Fig. 3 (A) The UV-visible absorption spectra of 2D CN and TiO–CN. (B) The plot of transformed Kubelka–Munk function vs. photon energy for 2D CN and TiO–CN2. (C) Band structure diagram of 2D CN and TiO–CN2. (D) Fluorescence emission spectra of 2D CN and TiO–CN samples. (E) EIS and (F) photocurrent responses of the CN and TiO–CN2 electrodes.

As expected, the electronic structure of the 2D CN nanosheets has been effectively tuned using molecular titanium-oxide incorporation and has brought about encouraging results such as improved optical absorption in the visible range, and the enhancement of the separation and migration rate of the photo-excited charge carriers, benefiting the photocatalytic reaction. To evaluate the photocatalytic activities of the CN and TiO–CN nanosheets, we first monitored an important active species for the decomposition of organic molecules, the amount of ˙OH radicals, by detecting 2-hydroxyterephthalic acid in water/terephthalic acid solution.²⁶ As shown in Fig. 4A, the TiO–CN2 nanosheets show the highest reactivity among all the investigated samples in generating ˙OH radicals.

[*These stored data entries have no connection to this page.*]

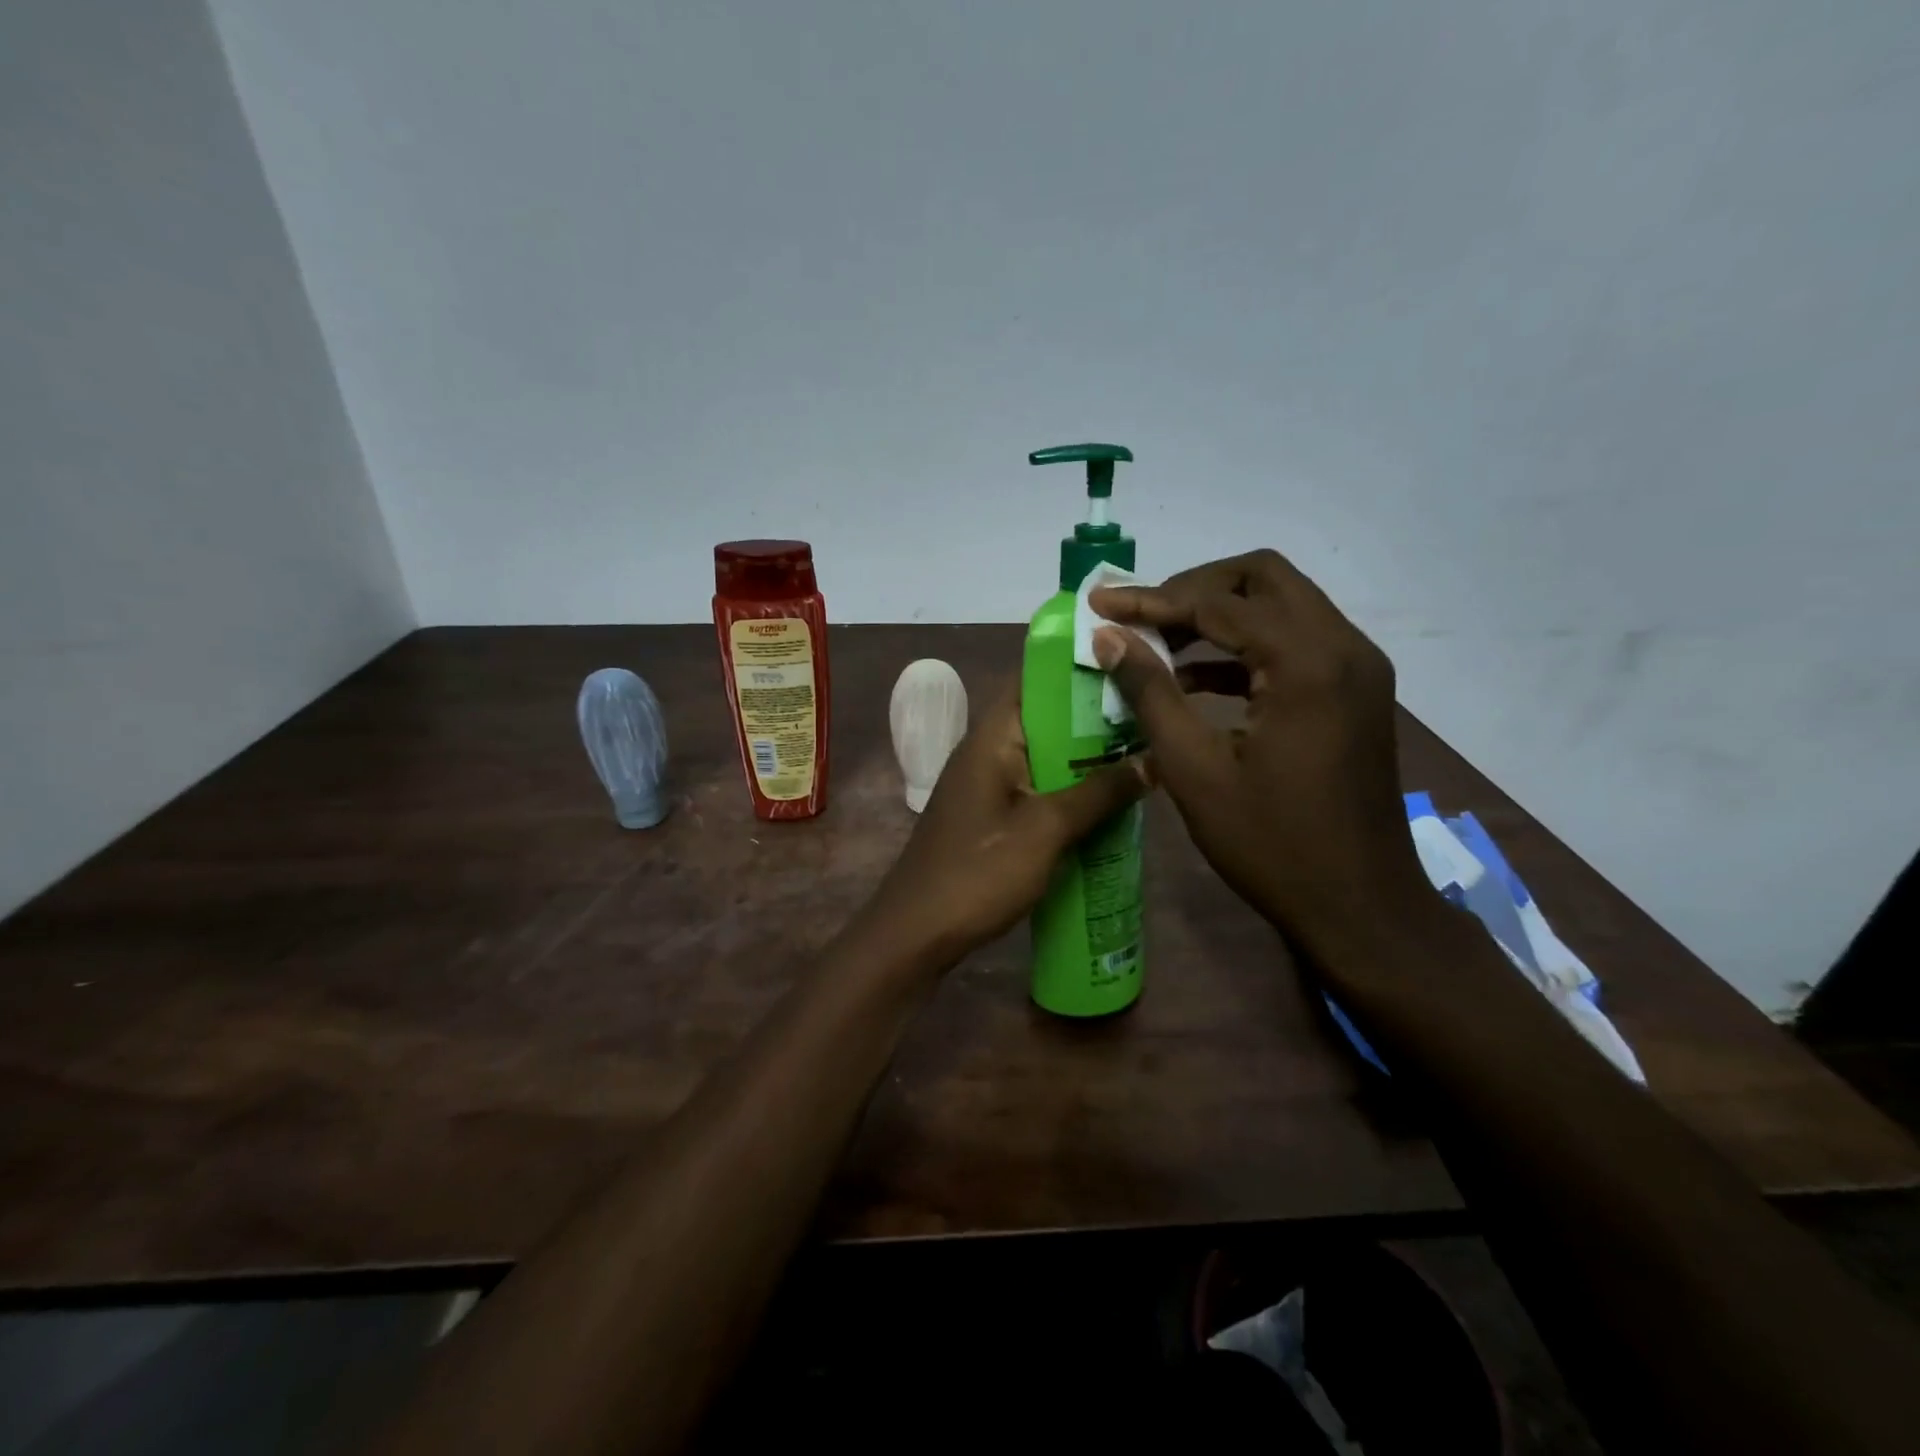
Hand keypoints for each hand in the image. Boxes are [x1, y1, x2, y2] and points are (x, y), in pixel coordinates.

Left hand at [862, 688, 1150, 965]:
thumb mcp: (1046, 830)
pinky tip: (1104, 804)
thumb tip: (1151, 761)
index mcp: (990, 739)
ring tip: (1138, 756)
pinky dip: (1066, 791)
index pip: (1031, 682)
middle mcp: (985, 753)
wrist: (916, 933)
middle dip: (1091, 720)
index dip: (1075, 672)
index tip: (1125, 670)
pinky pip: (1034, 790)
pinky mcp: (988, 818)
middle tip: (1148, 719)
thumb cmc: (978, 872)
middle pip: (1042, 720)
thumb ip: (1097, 794)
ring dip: (1082, 760)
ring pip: (1041, 758)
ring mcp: (984, 787)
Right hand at [1090, 550, 1431, 959]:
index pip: (1218, 602)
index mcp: (1307, 663)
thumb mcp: (1195, 770)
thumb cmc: (1271, 844)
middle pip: (1262, 577)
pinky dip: (1245, 645)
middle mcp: (1343, 647)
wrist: (1360, 905)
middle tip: (1141, 617)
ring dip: (1220, 614)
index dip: (1151, 600)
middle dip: (1194, 588)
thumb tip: (1108, 637)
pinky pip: (1296, 641)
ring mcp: (1357, 667)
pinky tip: (1196, 677)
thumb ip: (1150, 693)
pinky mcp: (1356, 690)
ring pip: (1282, 604)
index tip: (1100, 605)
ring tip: (1158, 644)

In order to better understand the capability of the generation of ˙OH radicals, DMPO spin-trapping ESR measurements were performed for the CN and TiO–CN samples.^34,35 As we know, DMPO spin-trapping ESR is a more effective technique for detecting reactive radicals. All the ESR spectra exhibited in Fig. 4B show exclusively a 1 : 2 : 2 : 1 quartet signal due to the DMPO-˙OH adducts formed upon trapping of the ˙OH radicals by the DMPO molecules. Obviously, as exhibited in Fig. 4B, the ESR spectra show that the TiO–CN2 nanosheets exhibited the best capability in generating ˙OH radicals, corresponding well with the PL results as shown in Fig. 4A. Furthermore, the superior photocatalytic performance of the TiO–CN nanosheets was demonstrated by decomposing rhodamine B under light irradiation. As exhibited in Fig. 4C, after visible light irradiation for 5 minutes, the percentage of degraded rhodamine B by the TiO–CN2 nanosheets could reach as high as 83.7% which is much higher than that of the pure CN nanosheets (21.3%). To fully decompose rhodamine B under visible light, TiO–CN2 only needed about 10 minutes while the CN sample needed more than 45 minutes. Moreover, TiO–CN2 shows no obvious change after the photocatalytic reaction suggesting its good stability as a photocatalyst. The results of the photocatalytic reaction clearly illustrate the important role of subnanopore engineering in CN nanosheets which could significantly promote photocatalytic activity.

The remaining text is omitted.